##### DATA #####

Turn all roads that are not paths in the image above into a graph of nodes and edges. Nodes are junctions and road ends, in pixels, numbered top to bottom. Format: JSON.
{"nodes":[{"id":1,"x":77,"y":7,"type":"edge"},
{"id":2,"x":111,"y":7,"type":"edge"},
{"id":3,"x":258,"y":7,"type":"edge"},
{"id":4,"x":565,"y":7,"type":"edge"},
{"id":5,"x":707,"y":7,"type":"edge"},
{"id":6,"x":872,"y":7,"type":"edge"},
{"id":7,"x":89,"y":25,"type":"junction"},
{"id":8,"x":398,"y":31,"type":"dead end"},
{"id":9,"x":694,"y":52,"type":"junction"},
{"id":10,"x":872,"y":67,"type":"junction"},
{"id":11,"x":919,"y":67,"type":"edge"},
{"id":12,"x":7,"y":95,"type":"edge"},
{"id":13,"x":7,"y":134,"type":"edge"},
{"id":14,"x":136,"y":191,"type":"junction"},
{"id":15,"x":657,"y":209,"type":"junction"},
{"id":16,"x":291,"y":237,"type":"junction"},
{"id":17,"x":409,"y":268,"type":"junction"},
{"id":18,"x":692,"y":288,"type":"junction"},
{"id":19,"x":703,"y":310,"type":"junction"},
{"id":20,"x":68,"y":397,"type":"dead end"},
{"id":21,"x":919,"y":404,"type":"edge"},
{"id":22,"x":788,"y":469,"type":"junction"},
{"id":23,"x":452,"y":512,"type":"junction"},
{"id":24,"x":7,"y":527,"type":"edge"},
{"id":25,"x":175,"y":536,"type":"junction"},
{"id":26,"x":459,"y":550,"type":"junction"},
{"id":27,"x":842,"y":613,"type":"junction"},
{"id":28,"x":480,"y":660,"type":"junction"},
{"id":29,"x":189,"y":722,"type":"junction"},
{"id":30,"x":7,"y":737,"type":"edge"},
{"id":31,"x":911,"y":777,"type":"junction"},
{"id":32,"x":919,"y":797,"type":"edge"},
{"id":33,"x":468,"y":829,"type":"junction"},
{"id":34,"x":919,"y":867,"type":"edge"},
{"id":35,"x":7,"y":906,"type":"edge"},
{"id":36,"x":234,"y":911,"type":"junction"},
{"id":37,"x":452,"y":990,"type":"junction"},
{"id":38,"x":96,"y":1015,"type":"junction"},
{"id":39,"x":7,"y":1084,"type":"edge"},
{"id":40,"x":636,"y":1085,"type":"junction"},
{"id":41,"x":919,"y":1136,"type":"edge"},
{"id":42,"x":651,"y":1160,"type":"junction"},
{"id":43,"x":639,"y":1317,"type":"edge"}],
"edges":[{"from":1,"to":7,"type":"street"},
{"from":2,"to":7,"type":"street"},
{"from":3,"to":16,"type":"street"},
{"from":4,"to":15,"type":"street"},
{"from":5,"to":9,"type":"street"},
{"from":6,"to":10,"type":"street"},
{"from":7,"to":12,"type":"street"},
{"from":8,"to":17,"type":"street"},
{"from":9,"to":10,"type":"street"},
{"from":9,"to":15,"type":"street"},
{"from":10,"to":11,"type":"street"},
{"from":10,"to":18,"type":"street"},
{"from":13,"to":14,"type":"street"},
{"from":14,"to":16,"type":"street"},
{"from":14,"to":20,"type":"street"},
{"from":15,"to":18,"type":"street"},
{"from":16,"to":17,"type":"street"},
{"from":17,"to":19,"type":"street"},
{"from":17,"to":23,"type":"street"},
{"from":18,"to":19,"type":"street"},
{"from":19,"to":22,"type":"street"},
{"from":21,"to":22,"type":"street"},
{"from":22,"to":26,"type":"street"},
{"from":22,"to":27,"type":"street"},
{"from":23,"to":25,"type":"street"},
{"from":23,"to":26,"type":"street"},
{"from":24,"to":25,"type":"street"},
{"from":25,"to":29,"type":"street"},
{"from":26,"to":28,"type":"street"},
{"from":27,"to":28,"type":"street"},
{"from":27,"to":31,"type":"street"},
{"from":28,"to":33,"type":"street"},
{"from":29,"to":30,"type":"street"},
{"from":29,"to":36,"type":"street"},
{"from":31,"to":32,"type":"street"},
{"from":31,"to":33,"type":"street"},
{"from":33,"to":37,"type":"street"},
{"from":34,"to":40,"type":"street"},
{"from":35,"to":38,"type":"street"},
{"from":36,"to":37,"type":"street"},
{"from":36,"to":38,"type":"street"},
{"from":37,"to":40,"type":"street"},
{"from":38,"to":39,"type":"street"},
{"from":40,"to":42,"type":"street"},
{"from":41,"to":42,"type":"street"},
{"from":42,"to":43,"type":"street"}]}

#####

§ WORK REQUEST: Among the lines above, find those holding the word "nodes" and state how many there are, number only.

§ EXERCISE RESULT: 2